Be Aggressive, B-E Aggressive

“Though this be madness, yet there is method in ‘t.”
–William Shakespeare
After my “rebirth” last week, I had another great week despite limited hours at the tables. A side project has limited my poker play for now, but I did spend some time at the higher limit tables online this week, continuing to learn how to deal with the increased aggression at these limits. I also managed to finish 2nd in a 43 player multi, after coming to the final table last in chips. In heads up play, I managed to get my opponent all in when he was dominated two times, only to lose both hands as a 75% favorite. That’s tournament poker.
The higher limit tables are chock full of Loose-Aggressive players who are happy to frequently reraise with nothing, making their living off of weak-tight players who won’t go to the showdown with top pair or less. Prodigy and protege Monk pointed out that there seem to be a big difference between good loose aggressive players and bad ones. The good ones steal a lot of small pots from the weak-tights, and of course they get paid off in spades when one of their big hands actually hits. The bad ones steal at the wrong time, and continue to raise and reraise when the board makes it clear they are beaten.
These good loose-aggressive types remind me of one of the first bits of advice I ever received from a football coach in my early Pop Warner days: “If you’re going to make a mistake, make it at full speed.” It takes a lot of heart and an even bigger bankroll to play the part of the maniac, but if done right (and with a little luck), it can be much more profitable than the typical tight-aggressive style so widely recommended.
Evidence? I was surprised to see that of the 26 of the 39 extremely loose aggressive players in my PokerTracker database were big winners. These borderline maniacs all had over 100 hands played and voluntarily put money in the pot more than 33% of the time with an aggression factor of over 1.5. Either these guys got very lucky, or a lot of them knew what they were doing. Methinks there is method to their madness.
The general strategy I’ve adopted against these loose aggressive players is to punish their thin preflop raises by 3-betting and narrowing the field in the process. Hands like AJo become 3-bet hands against very loose aggressive players, but after the flop, it becomes a guessing game. Sometimes your ace-high is good heads up against the loose player, but he’s going to punish you every time he has a real hand. Usually I’ll continue to push back until the turn, when the loose-aggressive player will often reveal the true strength of his hand. Your profit in these games comes from guessing correctly– your ability to make the correct read against the loose aggressive player.
As Gary Carson says,
“Aggressive opponents are putting a lot of money in the pot by frequent raises and reraises– but that means you’ll also be putting in a lot. The more money you have to put in the pot, the greater the risk. With a lot of raises, you’ll be faced with frequent decisions, increasing the risk that you might make a mistake.”

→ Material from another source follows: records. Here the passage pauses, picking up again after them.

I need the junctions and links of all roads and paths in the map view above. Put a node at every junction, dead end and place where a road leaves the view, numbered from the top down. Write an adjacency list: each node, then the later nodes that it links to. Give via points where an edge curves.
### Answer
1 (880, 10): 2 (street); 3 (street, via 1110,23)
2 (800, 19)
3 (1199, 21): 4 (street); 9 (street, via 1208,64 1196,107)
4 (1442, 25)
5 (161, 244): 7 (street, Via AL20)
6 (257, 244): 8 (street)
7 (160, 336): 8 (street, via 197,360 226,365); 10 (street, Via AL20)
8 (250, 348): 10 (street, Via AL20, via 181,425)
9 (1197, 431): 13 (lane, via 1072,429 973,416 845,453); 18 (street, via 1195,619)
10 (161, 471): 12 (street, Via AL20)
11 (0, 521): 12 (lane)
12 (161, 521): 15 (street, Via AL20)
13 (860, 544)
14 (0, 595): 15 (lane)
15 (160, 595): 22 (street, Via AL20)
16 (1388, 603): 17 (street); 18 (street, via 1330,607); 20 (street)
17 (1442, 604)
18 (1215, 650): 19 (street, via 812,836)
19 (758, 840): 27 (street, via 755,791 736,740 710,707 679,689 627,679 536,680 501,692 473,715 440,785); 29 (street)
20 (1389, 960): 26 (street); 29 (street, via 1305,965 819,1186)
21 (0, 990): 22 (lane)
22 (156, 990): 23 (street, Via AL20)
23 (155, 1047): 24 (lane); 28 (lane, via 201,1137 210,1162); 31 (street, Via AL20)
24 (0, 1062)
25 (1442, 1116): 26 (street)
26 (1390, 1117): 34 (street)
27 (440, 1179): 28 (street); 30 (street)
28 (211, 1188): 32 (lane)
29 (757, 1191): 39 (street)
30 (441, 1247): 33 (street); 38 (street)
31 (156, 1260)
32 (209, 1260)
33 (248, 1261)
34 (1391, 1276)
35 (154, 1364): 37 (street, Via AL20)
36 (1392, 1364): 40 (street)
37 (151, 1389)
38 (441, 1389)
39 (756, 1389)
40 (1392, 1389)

The biggest help in making the correct guess is position and the presence of other players. If a non-tricky tight player is in the hand along for the ride, you can often dump your hand if the tight player raises ahead of you. Reading players and hands is the most important skill in aggressive games– calculating pot odds and tight play becomes far less important, since it’s extremely difficult to put a loose-aggressive player on a hand (because he plays such a wide range of hands preflop).
In a discussion with an excellent player with far more experience than me, we wondered if loose-aggressive games were more profitable than loose-passive games. Iggy was always of the opinion that the loose-aggressive games were more profitable, since reading players is so highly rewarded. I argued that loose-passive games require much easier decisions, with the added benefit of allowing a good post-flop player to play many more hands (since the implied odds are much higher when pots are multiway). I think both games can be profitable, it’s simply a matter of risk preference. If you make the right reads on the big hands against loose aggressive players, you make a big score– much like robbing a major bank. The risk is extremely high, but if you crack the vault, you walk away with a huge score. Loose passive games are like embezzlement– the small holes in your opponents’ security is repeatedly exploited, with a relatively small amount of risk.
But the best of both worlds is a combination of a couple loose-aggressive players and several loose-passive players. I had the pleasure of playing at such a table a few times this week, and I was able to blow a hole in the bank vault. Here you had the best of both worlds– several loose-passives would limp pre-flop, the loose-aggressive player would raise, and I would 3-bet. Many times, the loose-passive players would call two more bets cold, and then frequently fold to a flop or turn bet. At this point the pot was huge, and I was lucky enough to avoid running into a monster hand from the loose-aggressive players.
Enough babbling. Thanks for reading and I hope I haven’t bored you to sleep. Good cards.